[Haskell-cafe] Need ideas how to model the lack of something

Thomas Koster tkoster at gmail.com
Tue Dec 15 23:24:05 UTC 2015


On Mon, Dec 14, 2015 at 3:15 AM, martin <martin.drautzburg at web.de> wrote:
> I started like this
>
> data C a = C {
>              insert :: a -> Maybe (C a),
>              remove :: Maybe (a, C a)
>          }
>
> but I could not implement anything sensible on top of this.

Am 14.12.2015 um 01:28 schrieb Kim-Ee Yeoh:
> And the reason you're stuck implementing anything sensible on top of this
> is because you've written an OOP-style specification of a data structure.

On 14 December 2015 at 17:28, Joachim Durchholz <jo at durchholz.org> wrote:
> Mmm... this is the second time this has been raised.
> What's the problem with OOP style? Something specific with Haskell,
> something about OOP in general, something else?

On 15 December 2015 at 11:40, Thomas Koster <tkoster at gmail.com> wrote:
> Nothing nefarious: Object-oriented style in Haskell is wordy and
> unnatural for no other reason than that Haskell is a functional
> programming language and not an object-oriented language. Haskell is
> not a multi-paradigm language like Scala.

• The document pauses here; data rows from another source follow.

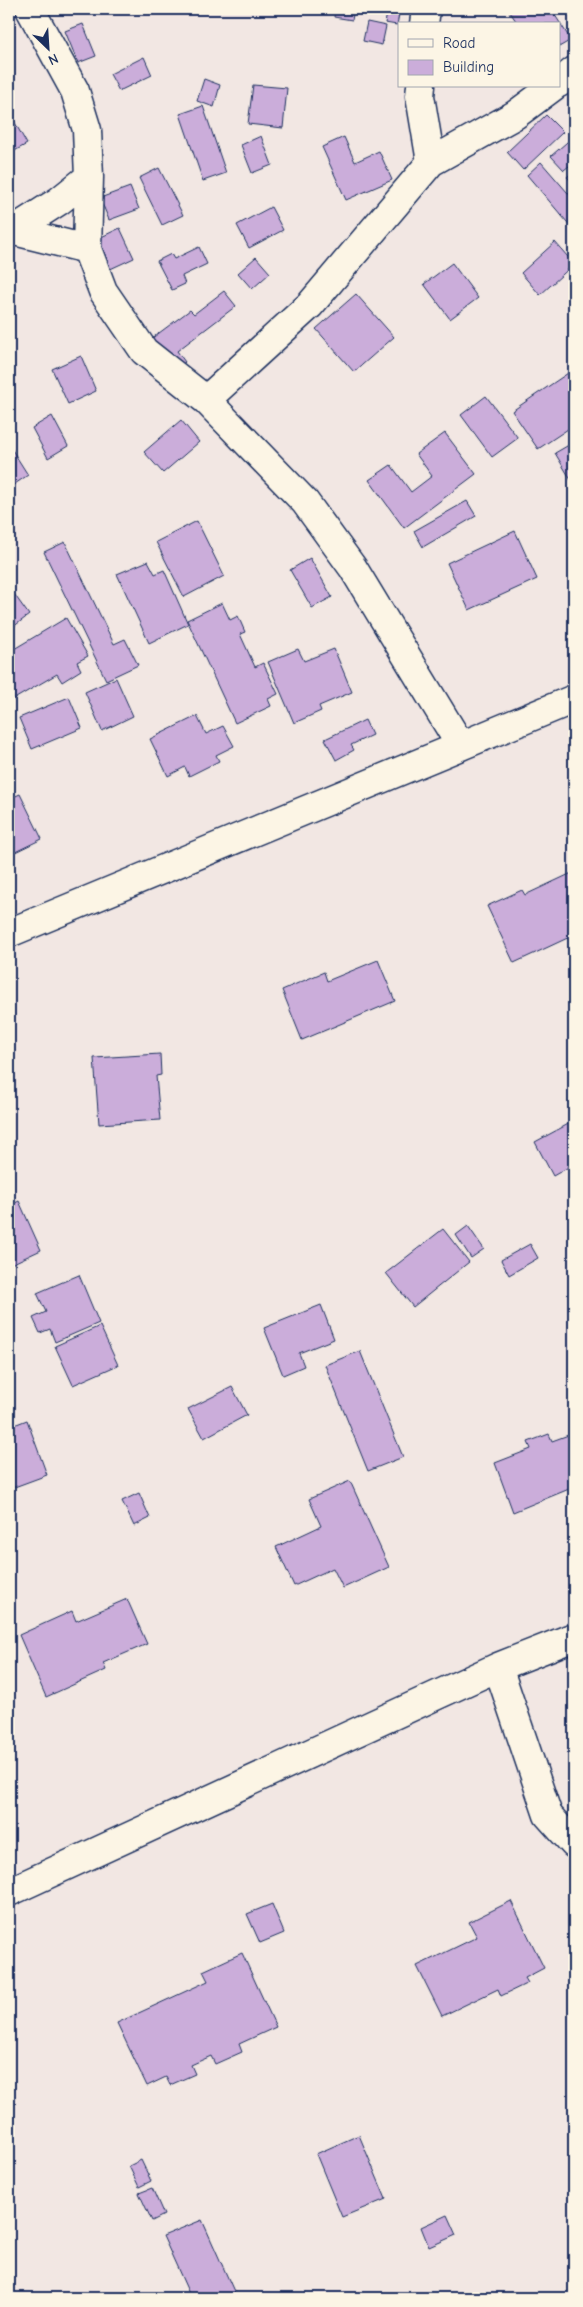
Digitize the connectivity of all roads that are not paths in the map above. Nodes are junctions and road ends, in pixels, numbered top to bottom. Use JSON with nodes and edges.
{"nodes":[{"id":1,"x":30,"y":9,"type":"edge"},
{"id":2,"x":426,"y":9,"type":"edge"},
{"id":3,"x":424,"y":22,"type":"edge"},
{"id":4,"x":574,"y":71,"type":"edge"},
{"id":5,"x":560,"y":82,"type":"edge"},
{"id":6,"x":421,"y":88,"type":"edge"},
{"id":7,"x":551,"y":88,"type":"edge"},
{"id":8,"x":430,"y":162,"type":"junction"},
{"id":9,"x":89,"y":177,"type":"junction"},
{"id":10,"x":12,"y":232,"type":"edge"},
{"id":11,"x":87,"y":249,"type":"junction"},
{"id":12,"x":206,"y":400,"type":"junction"},
{"id":13,"x":574,"y":699,"type":"edge"},
{"id":14,"x":461,"y":746,"type":"junction"},
{"id":15,"x":9,"y":933,"type":"edge"},
{"id":16,"x":574,"y":1637,"type":"edge"},
{"id":17,"x":498,"y":1667,"type":"junction"},
{"id":18,"x":574,"y":1844,"type":"edge"},
{"id":19,"x":9,"y":1892,"type":"edge"}],
"edges":[{"from":1,"to":9,"type":"street"},
{"from":2,"to":3,"type":"street"},
{"from":4,"to":5,"type":"street"},
{"from":6,"to":8,"type":"street"},
{"from":7,"to":8,"type":"street"},
{"from":8,"to":12,"type":"street"},
{"from":9,"to":10,"type":"street"},
{"from":9,"to":11,"type":"street"},
{"from":10,"to":11,"type":"street"},
{"from":11,"to":12,"type":"street"},
{"from":12,"to":14,"type":"street"},
{"from":13,"to":14,"type":"street"},
{"from":14,"to":15,"type":"street"},
{"from":16,"to":17,"type":"street"},
{"from":17,"to":18,"type":"street"},
{"from":17,"to":19,"type":"street"}]}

On 15/12/2015 15:33, Joachim Durchholz wrote:
> I see Kim-Ee Yeoh stating that Martin is stuck without a way forward
> due to using OO style, which seems more serious than just "wordy and
> unnatural".
> Or am I misreading his words, and that "OO-style" reference was just
> descriptive rather than presenting the base cause of Martin's problems?

Sorry, my answer was specifically to your question: "What's the
problem with OOP style [in Haskell]?" It doesn't help Martin.